Utamanya desa-desa yang teridentifikasi ada kawasan hutan baik lindung maupun poduksi yang masuk dalam PIAPS (peta indikatif areal perhutanan sosial).
Selain itu juga kawasan hutan yang belum terbebani izin atau clean and clear/CnC. Di DPG Kecamatan Teluk Keramat Kabupaten Sambas, potensial untuk difasilitasi pengajuan skema perhutanan sosial. Sembari menunggu Peraturan Menteri LHK yang masih digodok terkait perhutanan sosial di lahan gambut.

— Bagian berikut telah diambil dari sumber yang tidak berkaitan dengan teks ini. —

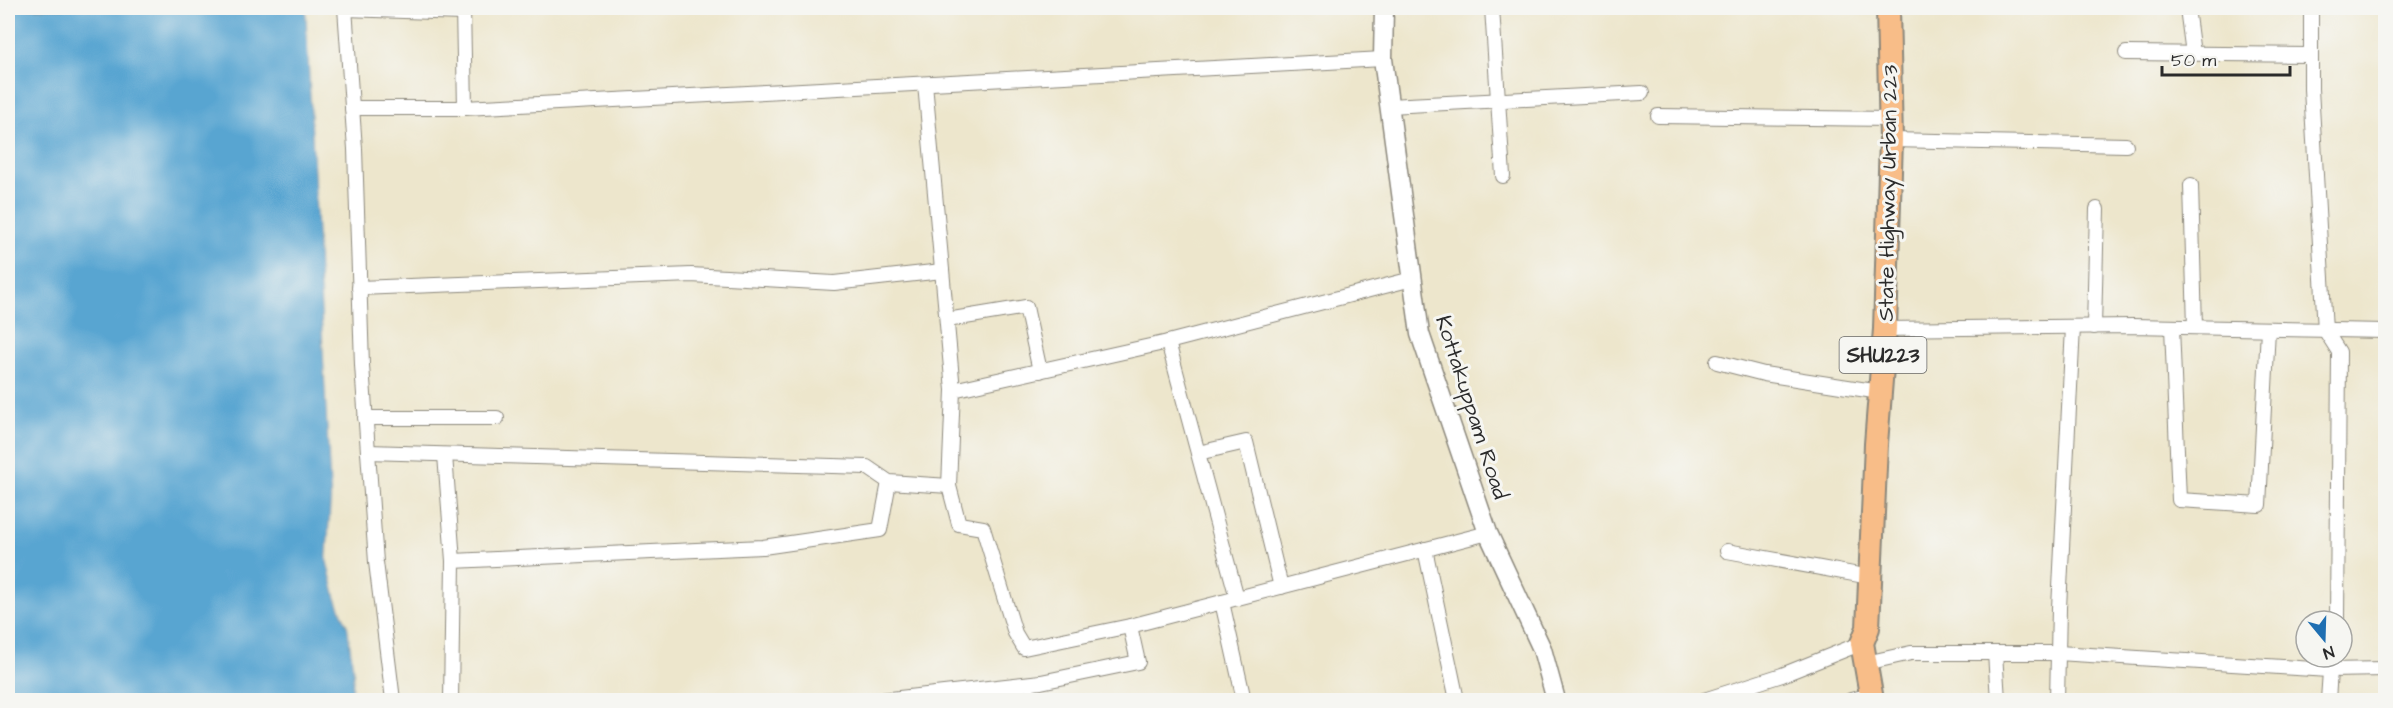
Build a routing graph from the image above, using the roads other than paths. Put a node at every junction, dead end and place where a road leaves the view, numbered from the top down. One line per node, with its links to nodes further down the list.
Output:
1 (345, 8): 7 (street); 16 (street)
2 (1384, 8): 11 (street, Kottakuppam Road)
3 (1492, 8): 14 (street)
4 (1888, 8): 19 (main road, State Highway Urban 223 / SHU223)
5 (2187, 8): 9 (street)
6 (2311, 8): 10 (street)
7 (463, 10): 17 (street)
8 (2126, 53): 9 (street)
9 (2193, 54): 10 (street)
10 (2311, 56): 34 (street)
11 (1383, 59): 12 (street); 15 (street, Kottakuppam Road)
12 (925, 84): 17 (street); 24 (street)
13 (1642, 93): 14 (street)
14 (1499, 100): 15 (street); 21 (street)
15 (1389, 106): 25 (street, Kottakuppam Road)
16 (352, 108): 17 (street); 26 (street)
17 (465, 108)
18 (1658, 116): 19 (street)
19 (1891, 130): 20 (street); 32 (main road, State Highway Urban 223 / SHU223)
20 (2126, 146)
21 (1503, 176)
22 (2191, 185): 31 (street)
23 (2097, 209): 29 (street)
24 (942, 271): 26 (street); 27 (street)
25 (1412, 279): 36 (street); 48 (street, Kottakuppam Road)
26 (359, 288): 41 (street)
27 (947, 320): 38 (street); 39 (street)
28 (2073, 327): 29 (street); 32 (street); 60 (street)
29 (2094, 327): 30 (street)
30 (2172, 327): 31 (street); 33 (street)
31 (2195, 327): 33 (street)
32 (1885, 329): 40 (main road, State Highway Urban 223 / SHU223)
33 (2268, 329): 34 (street)
34 (2325, 330): 35 (street); 56 (street)
35 (2385, 331)
36 (1168, 342): 38 (street); 44 (street)
37 (1717, 362): 40 (street)
38 (1040, 371): 39 (street)
39 (953, 390): 47 (street)
40 (1880, 392): 52 (main road, State Highway Urban 223 / SHU223)
41 (365, 418): 42 (street); 43 (street)
42 (496, 418)
43 (368, 452): 45 (street); 66 (street)
44 (1198, 453): 53 (street); 54 (street)
45 (444, 455): 46 (street); 51 (street)
46 (889, 482): 47 (street); 51 (street)
47 (949, 486): 57 (street)
48 (1488, 533): 49 (street); 71 (street, Kottakuppam Road)
49 (1425, 549): 53 (street); 70 (street)
50 (1727, 551): 52 (street)
51 (453, 561): 67 (street)
52 (1870, 577): 58 (main road, State Highway Urban 223 / SHU223)
53 (1281, 586): 54 (street)
54 (1237, 598): 55 (street)
55 (1222, 602): 57 (street); 69 (street)
56 (2337, 609)
57 (1130, 626): 68 (street)
58 (1864, 653): 59 (street); 65 (main road, State Highway Urban 223 / SHU223); 72 (street)
59 (1995, 653): 60 (street); 73 (street)
60 (2058, 653): 61 (street); 74 (street)
61 (2294, 662)
62 (2354, 666): 64 (street)
63 (2330, 669): 75 (street)
64 (2385, 669)
65 (1865, 699)
66 (393, 700)
67 (451, 700)
68 (882, 700)
69 (1244, 700)
70 (1458, 700)
71 (1556, 700)
72 (1704, 700)
73 (1998, 700)
74 (2057, 700)
75 (2328, 700)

Fasilitasi akses hak pengelolaan hutan tersebut adalah pendekatan resolusi konflik lahan, sekaligus kontribusi BRG pada capaian yang telah ditetapkan Pemerintah dalam RPJMN 2015-2019 seluas 12,7 juta hektar.
Terkait konflik lahan, sejak tahun lalu BRG menyelenggarakan pelatihan pemetaan konflik lahan dan paralegal. Pada Jambore Masyarakat Gambut awal Mei 2018 lalu di Kalimantan Selatan, juga telah dilaunching Perhimpunan Paralegal Masyarakat Gambut Indonesia (PPMGI).
Pendekatan multi-sektor dalam melaksanakan agenda restorasi gambut, merupakan upaya terpadu dan sistematis yang dilakukan oleh BRG sebagaimana yang dimandatkan oleh Perpres 1 Tahun 2016. Karena itu, BRG menggalang semua pihak untuk terlibat dan berkontribusi dalam mensukseskan agenda restorasi gambut.
Mulai dari Kementerian dan Lembaga Pemerintah terkait, Pemerintah Provinsi, Kabupaten/kota dan desa, Perguruan Tinggi, CSO/LSM, lembaga penelitian, petani, perempuan, hingga kalangan ulama/da’i. BRG bekerja sama dengan MUI (Majelis Ulama Indonesia) menerbitkan panduan khutbah jum’at yang berisi muatan agenda restorasi gambut dalam perspektif agama Islam.
Secara khusus, kalangan da’i dari desa-desa target bersama pengurus MUI kabupaten dan provinsi dilatih agar dapat menyebar-luaskan pentingnya restorasi gambut sebagai wujud pelaksanaan perintah Tuhan dan sunnah Nabi.